Losing fat is easy. And notice I said "simple"
but I didn't say it's "easy". My advice will be easy to
understand, but executing it will require determination and discipline on your
part. It's a lifestyle change to keep fat from sticking permanently and
you'll be glad you did because you'll get used to the changes in just a few
weeks. At this point, it will become a cultivated habit for you,
especially when you are rewarded with someone fitter, healthier, prettier, and
a radiant complexion!
This is how it is done. Simply put, losing fat just means
you have to burn more calories than you eat. Course of time.
Lifting Weights With Compound Exercises - Forget those weak
biceps and triceps. Go for large muscle groups such as leg, back, and
chest routines. Because? Because you are working larger parts with
more mass, which means more parts of the body are working, which translates to
more calories burned. If you are in good shape, do giant sets (4 or more
exercises or sets without rest between sets or exercises).
Here you have an example.ust byChoose a weight that is about
60-70% of what you normally lift and do at least 25 reps. Do more if you
can or until your muscles are tired, then stop.

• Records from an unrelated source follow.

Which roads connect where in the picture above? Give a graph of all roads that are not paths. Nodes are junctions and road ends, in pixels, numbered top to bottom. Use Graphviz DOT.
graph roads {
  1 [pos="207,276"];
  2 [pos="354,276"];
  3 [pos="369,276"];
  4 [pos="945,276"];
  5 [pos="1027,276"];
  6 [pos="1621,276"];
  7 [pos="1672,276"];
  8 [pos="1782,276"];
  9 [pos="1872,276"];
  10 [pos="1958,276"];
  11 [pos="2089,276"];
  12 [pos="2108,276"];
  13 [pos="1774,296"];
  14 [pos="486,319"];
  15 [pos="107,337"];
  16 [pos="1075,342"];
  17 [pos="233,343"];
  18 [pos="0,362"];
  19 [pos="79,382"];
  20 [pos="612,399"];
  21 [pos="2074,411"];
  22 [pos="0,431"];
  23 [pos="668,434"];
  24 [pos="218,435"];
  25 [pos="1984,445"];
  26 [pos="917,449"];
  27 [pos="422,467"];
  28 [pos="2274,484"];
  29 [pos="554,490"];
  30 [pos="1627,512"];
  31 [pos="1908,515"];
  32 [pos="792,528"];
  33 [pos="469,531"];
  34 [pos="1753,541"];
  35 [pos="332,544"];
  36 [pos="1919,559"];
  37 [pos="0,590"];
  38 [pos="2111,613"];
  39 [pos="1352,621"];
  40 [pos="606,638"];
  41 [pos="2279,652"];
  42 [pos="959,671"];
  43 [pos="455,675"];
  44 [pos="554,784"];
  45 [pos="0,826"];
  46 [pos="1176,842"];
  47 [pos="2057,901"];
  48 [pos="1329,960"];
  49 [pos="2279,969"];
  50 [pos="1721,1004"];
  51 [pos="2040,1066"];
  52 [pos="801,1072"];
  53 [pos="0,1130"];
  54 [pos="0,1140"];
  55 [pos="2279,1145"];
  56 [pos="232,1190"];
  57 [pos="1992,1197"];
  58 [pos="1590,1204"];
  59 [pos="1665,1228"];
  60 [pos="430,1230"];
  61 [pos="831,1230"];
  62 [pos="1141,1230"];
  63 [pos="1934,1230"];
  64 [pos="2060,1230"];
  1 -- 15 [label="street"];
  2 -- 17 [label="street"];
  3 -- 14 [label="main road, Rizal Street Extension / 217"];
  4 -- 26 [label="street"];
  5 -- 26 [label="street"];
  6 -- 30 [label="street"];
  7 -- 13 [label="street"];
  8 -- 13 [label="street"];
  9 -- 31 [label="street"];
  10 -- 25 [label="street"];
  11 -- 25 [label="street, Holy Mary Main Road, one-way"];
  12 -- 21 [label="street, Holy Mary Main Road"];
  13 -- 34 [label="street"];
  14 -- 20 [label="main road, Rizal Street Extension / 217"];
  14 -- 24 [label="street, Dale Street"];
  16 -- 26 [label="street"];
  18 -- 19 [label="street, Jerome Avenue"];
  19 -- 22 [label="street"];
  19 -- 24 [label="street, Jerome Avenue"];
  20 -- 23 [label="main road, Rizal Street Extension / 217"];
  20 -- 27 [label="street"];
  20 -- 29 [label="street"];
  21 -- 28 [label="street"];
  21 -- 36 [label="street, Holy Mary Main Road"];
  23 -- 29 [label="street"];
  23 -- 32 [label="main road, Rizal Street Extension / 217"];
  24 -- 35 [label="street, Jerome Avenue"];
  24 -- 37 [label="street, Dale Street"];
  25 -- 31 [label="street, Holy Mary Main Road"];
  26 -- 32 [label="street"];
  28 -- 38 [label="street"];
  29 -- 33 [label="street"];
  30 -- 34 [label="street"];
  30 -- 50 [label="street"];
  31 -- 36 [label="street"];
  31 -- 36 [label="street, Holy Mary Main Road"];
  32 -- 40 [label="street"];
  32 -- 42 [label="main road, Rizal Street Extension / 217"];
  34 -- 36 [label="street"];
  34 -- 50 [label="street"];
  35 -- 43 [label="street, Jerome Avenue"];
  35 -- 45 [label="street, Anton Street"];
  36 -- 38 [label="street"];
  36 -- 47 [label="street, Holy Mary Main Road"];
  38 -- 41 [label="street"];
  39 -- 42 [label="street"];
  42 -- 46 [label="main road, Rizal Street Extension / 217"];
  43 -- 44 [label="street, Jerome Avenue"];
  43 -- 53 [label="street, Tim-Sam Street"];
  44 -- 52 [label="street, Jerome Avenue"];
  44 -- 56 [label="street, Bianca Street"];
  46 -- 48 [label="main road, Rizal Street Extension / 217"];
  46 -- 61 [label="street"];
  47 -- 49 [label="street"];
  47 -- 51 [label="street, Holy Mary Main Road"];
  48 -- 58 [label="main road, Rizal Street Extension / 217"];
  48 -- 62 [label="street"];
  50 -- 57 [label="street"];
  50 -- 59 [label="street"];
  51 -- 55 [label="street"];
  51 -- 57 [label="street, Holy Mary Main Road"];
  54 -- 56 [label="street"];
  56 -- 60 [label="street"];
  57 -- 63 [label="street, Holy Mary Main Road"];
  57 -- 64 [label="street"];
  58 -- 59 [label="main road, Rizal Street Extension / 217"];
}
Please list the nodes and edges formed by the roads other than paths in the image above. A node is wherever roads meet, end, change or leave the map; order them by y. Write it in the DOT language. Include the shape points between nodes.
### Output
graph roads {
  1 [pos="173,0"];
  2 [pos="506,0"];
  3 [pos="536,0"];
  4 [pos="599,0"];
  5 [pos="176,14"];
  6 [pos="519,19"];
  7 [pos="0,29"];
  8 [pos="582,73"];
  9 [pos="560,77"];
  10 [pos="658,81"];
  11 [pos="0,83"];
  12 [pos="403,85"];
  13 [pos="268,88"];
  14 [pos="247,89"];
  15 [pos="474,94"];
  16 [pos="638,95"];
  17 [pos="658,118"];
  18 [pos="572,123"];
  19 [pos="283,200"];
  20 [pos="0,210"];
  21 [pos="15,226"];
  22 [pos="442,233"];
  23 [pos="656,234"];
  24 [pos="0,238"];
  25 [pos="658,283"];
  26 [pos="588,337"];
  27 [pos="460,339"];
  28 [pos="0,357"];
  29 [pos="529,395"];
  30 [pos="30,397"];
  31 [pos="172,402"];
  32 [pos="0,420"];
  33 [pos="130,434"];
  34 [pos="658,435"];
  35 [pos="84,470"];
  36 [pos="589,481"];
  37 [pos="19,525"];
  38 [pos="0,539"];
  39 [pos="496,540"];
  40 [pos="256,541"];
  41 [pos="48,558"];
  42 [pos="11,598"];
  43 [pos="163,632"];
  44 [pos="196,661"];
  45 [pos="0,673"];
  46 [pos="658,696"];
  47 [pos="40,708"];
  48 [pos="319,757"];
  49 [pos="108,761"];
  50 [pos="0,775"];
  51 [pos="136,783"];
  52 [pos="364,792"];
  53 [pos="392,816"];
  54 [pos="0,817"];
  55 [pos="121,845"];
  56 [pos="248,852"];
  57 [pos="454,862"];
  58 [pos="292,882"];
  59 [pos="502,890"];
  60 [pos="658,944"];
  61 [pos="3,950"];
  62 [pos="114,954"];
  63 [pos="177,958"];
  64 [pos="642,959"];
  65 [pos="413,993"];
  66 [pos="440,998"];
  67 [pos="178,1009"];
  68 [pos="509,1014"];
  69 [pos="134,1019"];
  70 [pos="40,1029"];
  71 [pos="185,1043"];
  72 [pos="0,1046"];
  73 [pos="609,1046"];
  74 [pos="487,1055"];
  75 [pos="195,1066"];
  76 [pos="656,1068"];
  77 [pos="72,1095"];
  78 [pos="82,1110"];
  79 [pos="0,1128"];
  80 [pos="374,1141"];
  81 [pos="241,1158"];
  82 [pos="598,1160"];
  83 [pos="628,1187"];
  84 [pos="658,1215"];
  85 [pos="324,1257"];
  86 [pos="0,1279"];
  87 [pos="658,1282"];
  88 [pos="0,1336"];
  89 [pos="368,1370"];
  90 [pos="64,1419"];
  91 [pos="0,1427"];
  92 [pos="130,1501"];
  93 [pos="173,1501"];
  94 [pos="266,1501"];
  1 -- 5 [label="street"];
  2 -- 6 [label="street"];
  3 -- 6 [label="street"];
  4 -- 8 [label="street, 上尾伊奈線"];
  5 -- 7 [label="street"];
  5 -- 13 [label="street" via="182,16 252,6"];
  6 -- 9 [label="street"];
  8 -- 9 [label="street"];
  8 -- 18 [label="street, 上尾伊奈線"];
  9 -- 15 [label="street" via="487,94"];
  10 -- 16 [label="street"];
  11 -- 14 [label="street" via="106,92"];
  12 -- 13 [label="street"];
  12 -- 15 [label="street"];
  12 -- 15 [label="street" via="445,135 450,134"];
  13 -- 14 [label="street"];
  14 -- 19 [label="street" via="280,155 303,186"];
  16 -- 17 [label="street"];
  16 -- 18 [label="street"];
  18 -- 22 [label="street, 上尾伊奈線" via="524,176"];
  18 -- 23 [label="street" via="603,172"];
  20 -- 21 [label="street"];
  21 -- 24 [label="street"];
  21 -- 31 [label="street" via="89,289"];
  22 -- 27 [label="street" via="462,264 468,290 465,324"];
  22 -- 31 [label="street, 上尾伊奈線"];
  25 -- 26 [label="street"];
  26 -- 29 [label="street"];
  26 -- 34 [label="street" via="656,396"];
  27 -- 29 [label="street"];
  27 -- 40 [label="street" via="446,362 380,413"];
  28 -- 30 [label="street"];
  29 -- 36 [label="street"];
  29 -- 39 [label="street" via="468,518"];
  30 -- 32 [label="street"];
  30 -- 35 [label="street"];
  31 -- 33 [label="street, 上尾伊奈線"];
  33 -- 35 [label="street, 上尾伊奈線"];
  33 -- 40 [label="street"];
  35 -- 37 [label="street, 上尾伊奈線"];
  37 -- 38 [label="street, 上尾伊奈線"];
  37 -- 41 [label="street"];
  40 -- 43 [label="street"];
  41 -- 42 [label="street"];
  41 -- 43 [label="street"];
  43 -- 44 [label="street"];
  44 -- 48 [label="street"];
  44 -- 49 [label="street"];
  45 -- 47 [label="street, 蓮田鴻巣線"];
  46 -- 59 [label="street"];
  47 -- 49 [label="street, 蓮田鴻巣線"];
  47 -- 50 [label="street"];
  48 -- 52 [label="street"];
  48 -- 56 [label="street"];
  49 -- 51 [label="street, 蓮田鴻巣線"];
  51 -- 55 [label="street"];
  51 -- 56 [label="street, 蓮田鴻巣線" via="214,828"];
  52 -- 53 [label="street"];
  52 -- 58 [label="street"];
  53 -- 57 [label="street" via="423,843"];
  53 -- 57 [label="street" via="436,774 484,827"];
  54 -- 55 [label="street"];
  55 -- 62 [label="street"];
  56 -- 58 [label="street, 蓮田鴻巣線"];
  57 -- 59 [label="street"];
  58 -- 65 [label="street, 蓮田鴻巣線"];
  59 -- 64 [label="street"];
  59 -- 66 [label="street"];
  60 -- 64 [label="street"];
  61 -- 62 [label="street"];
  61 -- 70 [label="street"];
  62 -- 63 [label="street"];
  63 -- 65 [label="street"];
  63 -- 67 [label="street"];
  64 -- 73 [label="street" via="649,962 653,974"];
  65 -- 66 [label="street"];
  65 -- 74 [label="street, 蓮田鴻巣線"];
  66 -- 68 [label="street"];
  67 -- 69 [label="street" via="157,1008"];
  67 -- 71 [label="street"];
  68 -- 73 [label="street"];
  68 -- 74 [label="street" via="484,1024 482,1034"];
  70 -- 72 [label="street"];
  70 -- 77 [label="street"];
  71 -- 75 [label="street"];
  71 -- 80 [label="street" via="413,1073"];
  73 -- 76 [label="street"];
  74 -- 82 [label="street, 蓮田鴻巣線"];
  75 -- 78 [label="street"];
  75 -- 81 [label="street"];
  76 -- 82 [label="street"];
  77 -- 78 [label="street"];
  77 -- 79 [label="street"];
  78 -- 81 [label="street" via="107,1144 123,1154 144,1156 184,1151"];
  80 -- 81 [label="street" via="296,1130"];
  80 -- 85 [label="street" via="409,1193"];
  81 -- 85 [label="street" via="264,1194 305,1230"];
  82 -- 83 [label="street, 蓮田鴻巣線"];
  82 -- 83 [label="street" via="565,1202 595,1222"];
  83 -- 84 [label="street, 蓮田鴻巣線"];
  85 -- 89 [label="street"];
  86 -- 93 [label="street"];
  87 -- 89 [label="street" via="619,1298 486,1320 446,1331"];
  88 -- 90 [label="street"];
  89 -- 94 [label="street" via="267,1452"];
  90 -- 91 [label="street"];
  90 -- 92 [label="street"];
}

Get out of the gym.
The whole routine should not take more than 40 minutes.
After warming up, start with squats, then dive, bench press,
barbell row, and military bench press. Sounds simple? Not so.
You will breathe, breathe and sweat profusely. What is achieved?
You will have combined cardiovascular training with strength training and your
metabolism will burn for the next few hours. Do this 3 times a week with
at least one day off between lifting days.
After 4-8 weeks, change your exercise sequence. So if you
usually squat first, squat last. Then after another 4-8 weeks, modify
some exercises, like replacing deadlift squats or drop-down bell lines.
This is meant to impact your muscles so that they continue to adapt and grow.
If you run at a normal speed, keep running for at least 45
minutes. If you are running at 65% to 80% of your maximum heart rate (you
will be short of breath and will not be able to sing or finish a phrase while
running) 20 to 30 minutes will be sufficient. Anything beyond that can
cause muscle breakdown. You can alternate speed with slower strokes to
catch your breath. Do this 5-6 times a week.
Eating habits? Just eat less than what you normally
eat. For example, if you eat 2 slices of bread with 2 eggs in the
morning, now eat only 1 slice and 1 egg. Eat only half of what you eat,
but eat more regularly. If you can, eat 5-6 meals a day. This is
about feeding your body frequently so that it does not go into starvation mode
and start to store fat. At the same time, you will increase your
metabolism as your body burns calories while digesting food. Forget all
the sodas and sugary drinks and stop adding sugar to your coffee and tea.
Instead, drink plenty of water and double the amount if you can.
Oh, by the way, all the hard work and lack of play makes Jack a
boring (and very tired) kid. Pick a day to relax for a week. Don't
exercise on this day. Enjoy your favorite dish if needed. Hey pat
yourself on the back and reward yourself for another grueling week. After
all, your body also needs to recover.
When you hit your fat loss goals and are happy with your muscle
building, it can make things a little easier. Go to the gym less often,
run shorter runs, and even relax a bit with your diet. Due to your larger
musculature, your body is now a fat burning machine. You have that
luxury.
Easy? Right. But are you determined to lose those fats and keep them off for good? Who says you have to follow a strict diet to lose weight and not gain weight again forever? It's your call folks!